Ein zweites Problem: Die Abgrenzungen sind nicht mehr klar. Eine Schraube ist eine Schraube ist eine Schraube. Amazon hingegen legte als Online-Buchhändler los, entdeckte irgendwann das Potenzial der eigenen riesigen Rechenzentren, verbucht aktuell jährlich Rekordgewinne im Cloud-Geschäft und nimmt sich Schritt für Schritt andere Bereiche wie das Videostreaming vor. Die digitale Welt befeuert das: Ein Autokonzern kann über Telemetrie-Daten auch gleich Versicherungstarife anbieten, ein Telekommunikationsunternehmen das Smart Home mitvernetzen, ein soziales Netzwerk über seine Nachrichtenkanäle einen ganzen Shoppingkanal abbilden. Ein Ende ist nicht in Sicht: „Viel Musik spielt an den Schnittstellen zwischen den Branchen“, sagt Kai Bender, zuständig für die IT-Practice bei Oliver Wyman in Deutschland. „Je mehr Daten nutzbar werden, desto eher werden sich Geschäftsfelder für Unternehmen auch außerhalb ihres angestammten Bereichs ergeben.“

Change: Wandel von innen

„It is still Day One“, sagt Amazon-Chef Jeff Bezos.
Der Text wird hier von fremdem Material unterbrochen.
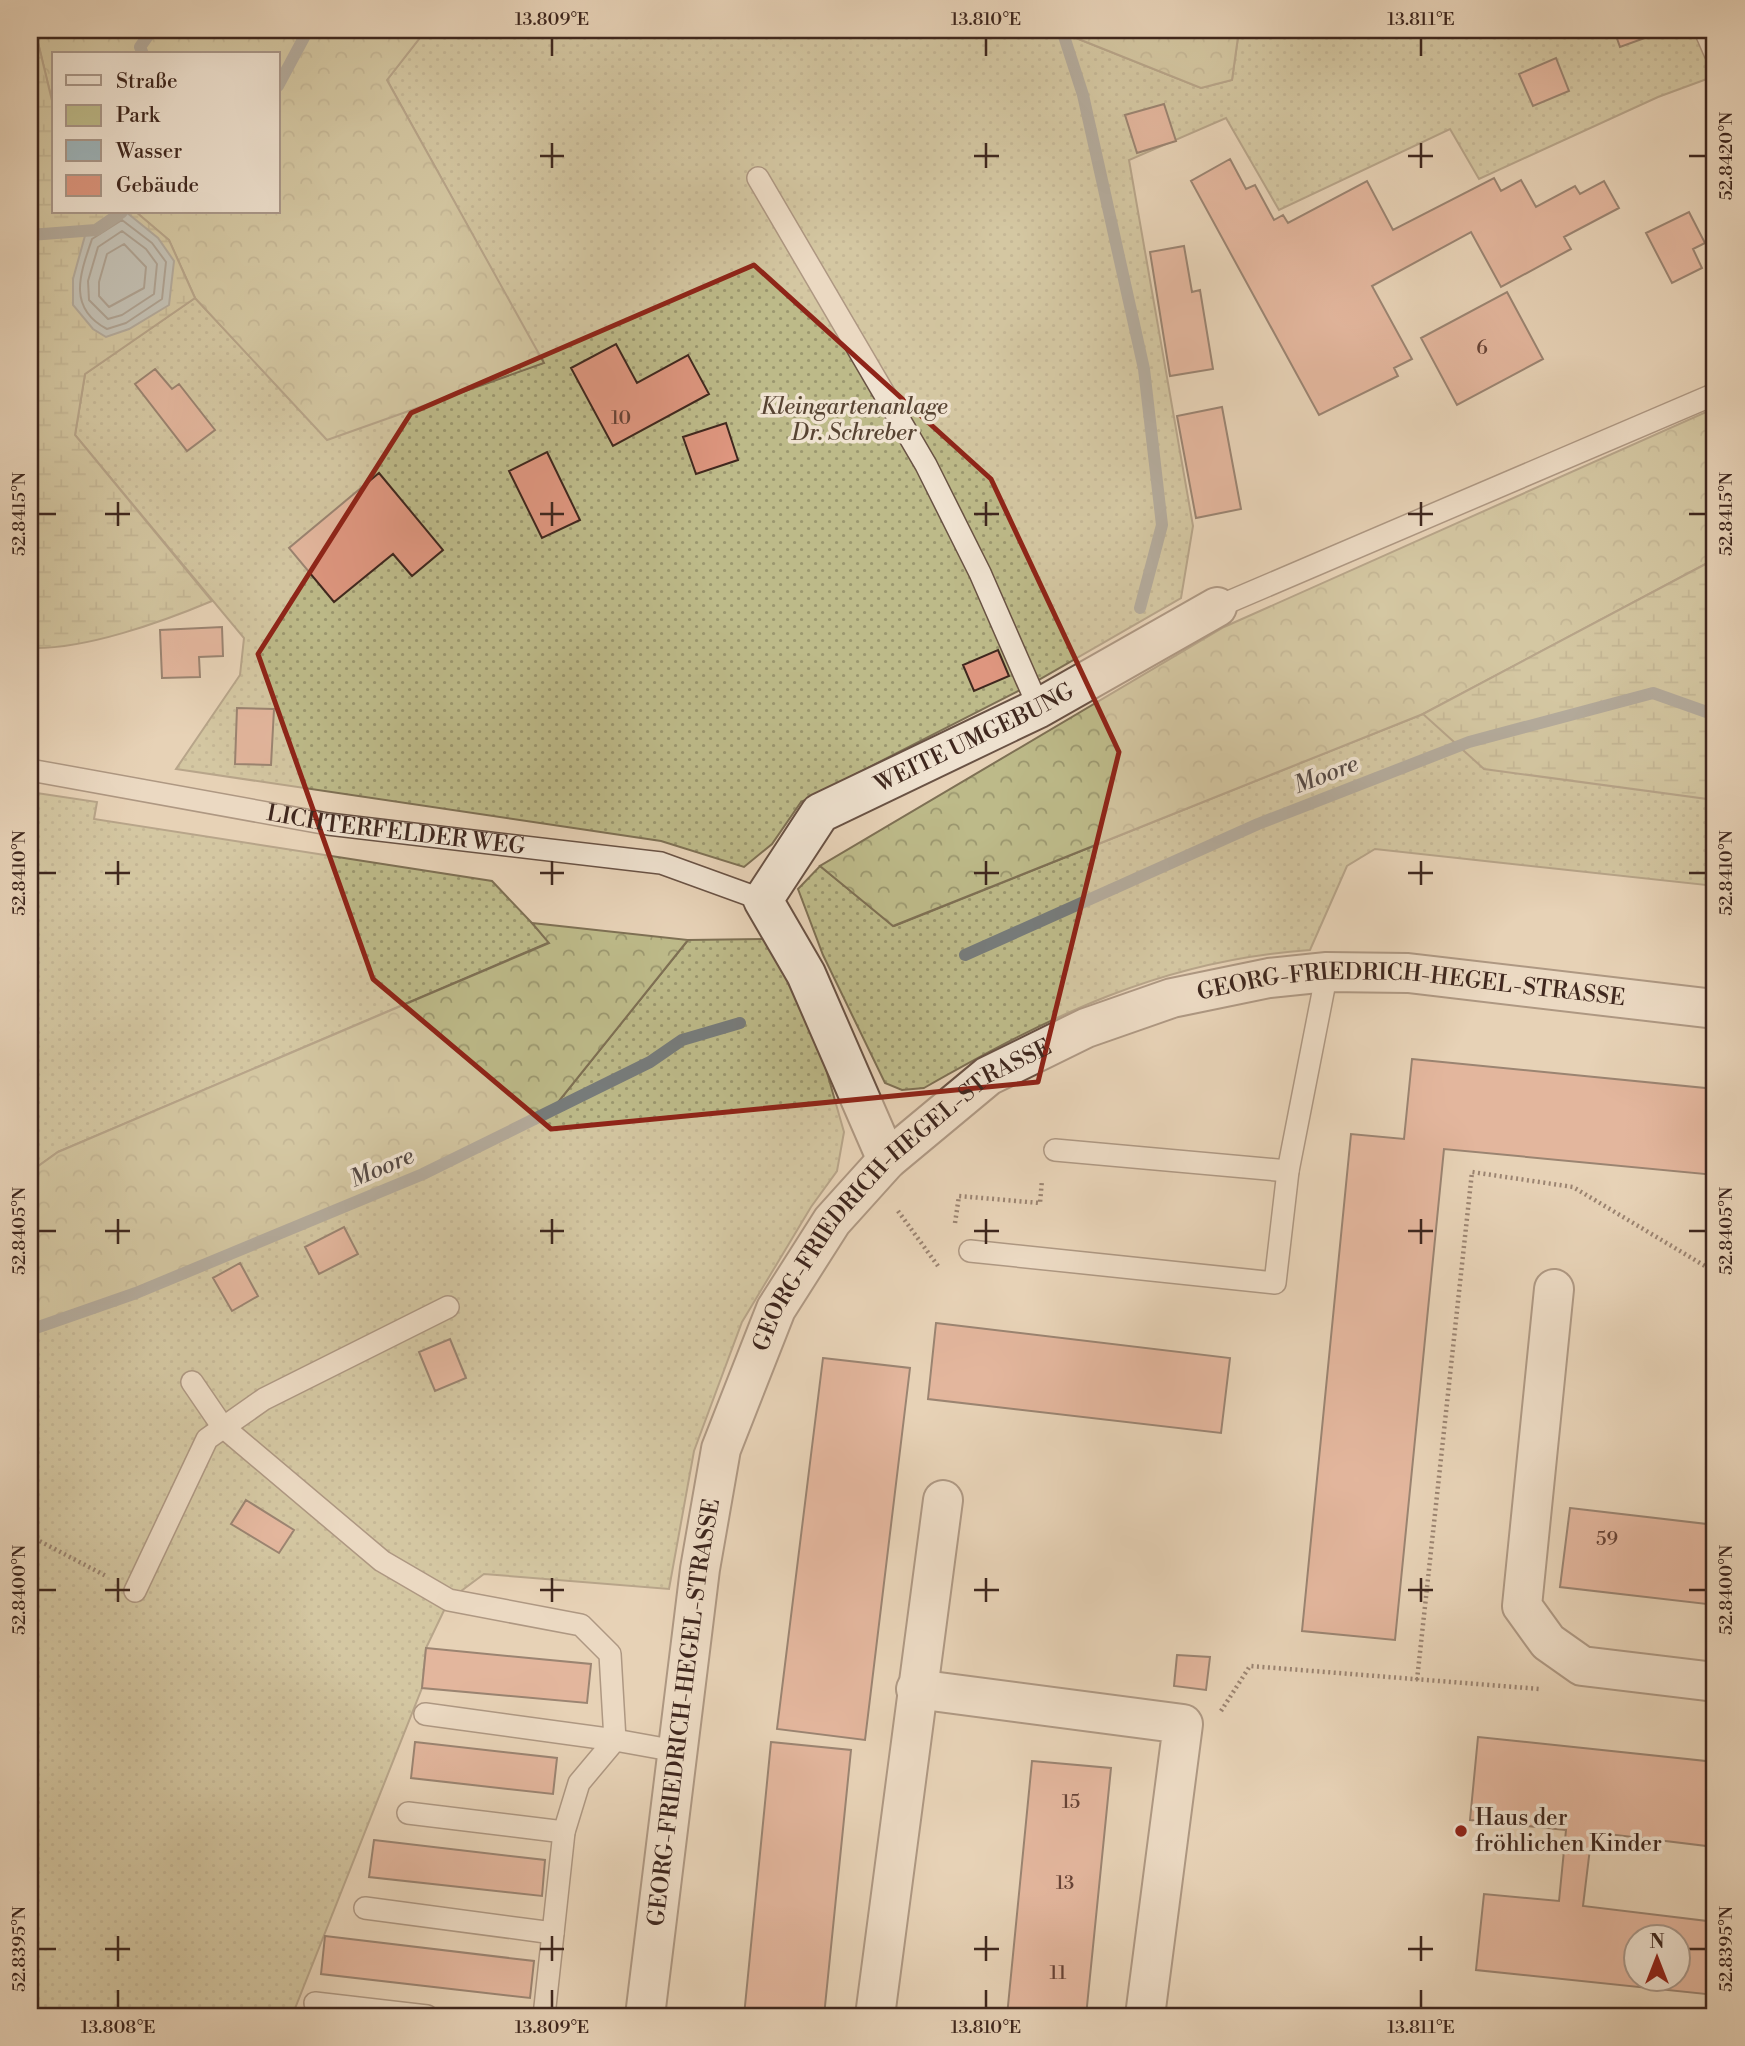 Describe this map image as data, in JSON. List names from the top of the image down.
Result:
{
  "streets": {
    "street": ["WEITE UMGEBUNG", "GEORG-FRIEDRICH-HEGEL-STRASSE"],
    "lane": ["LICHTERFELDER WEG"]
  },
  "crossings": [
    ["WEITE UMGEBUNG", "LICHTERFELDER WEG"]
  ],
  "water": ["Moore"],
  "parks": ["Kleingartenanlage Dr. Schreber"],
  "places": ["Haus der fröhlichen Kinder"],
  "house_numbers": [
    "6",
    "10",
    "59",
    "15",
    "13",
    "11"
  ],
  "legend": [
    "Straße",
    "Park",
    "Wasser",
    "Gebäude"
  ],
  "north": "top",
  "coordinates": [
    "13.809°E",
    "13.810°E",
    "13.811°E",
    "52.8420°N",
    "52.8415°N",
    "52.8410°N",
    "52.8405°N",
    "52.8400°N",
    "52.8395°N",
    "13.808°E"
  ]
}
Klingt gut. Nur: Wenn man bald 400.000 Mitarbeiter weltweit beschäftigt, ist so etwas leichter gesagt als umgesetzt. Je größer Firmen werden, desto schwieriger fällt Flexibilität. Je mehr Strukturen existieren, desto komplizierter bleibt es, wandelbar zu bleiben. Aber: Unternehmen  können heute leichter ausprobieren. Weil etwa IT-Infrastruktur aus der Cloud gemietet werden kann. Und wer eine gute Idee hat, wird in vielen Fällen die Software finden, die ihm helfen kann. „Der Zugang zu den Möglichkeiten, um Innovation zu erzeugen, ist leichter geworden“, sagt Bender. Wandel an sich ist erst einmal einfacher geworden.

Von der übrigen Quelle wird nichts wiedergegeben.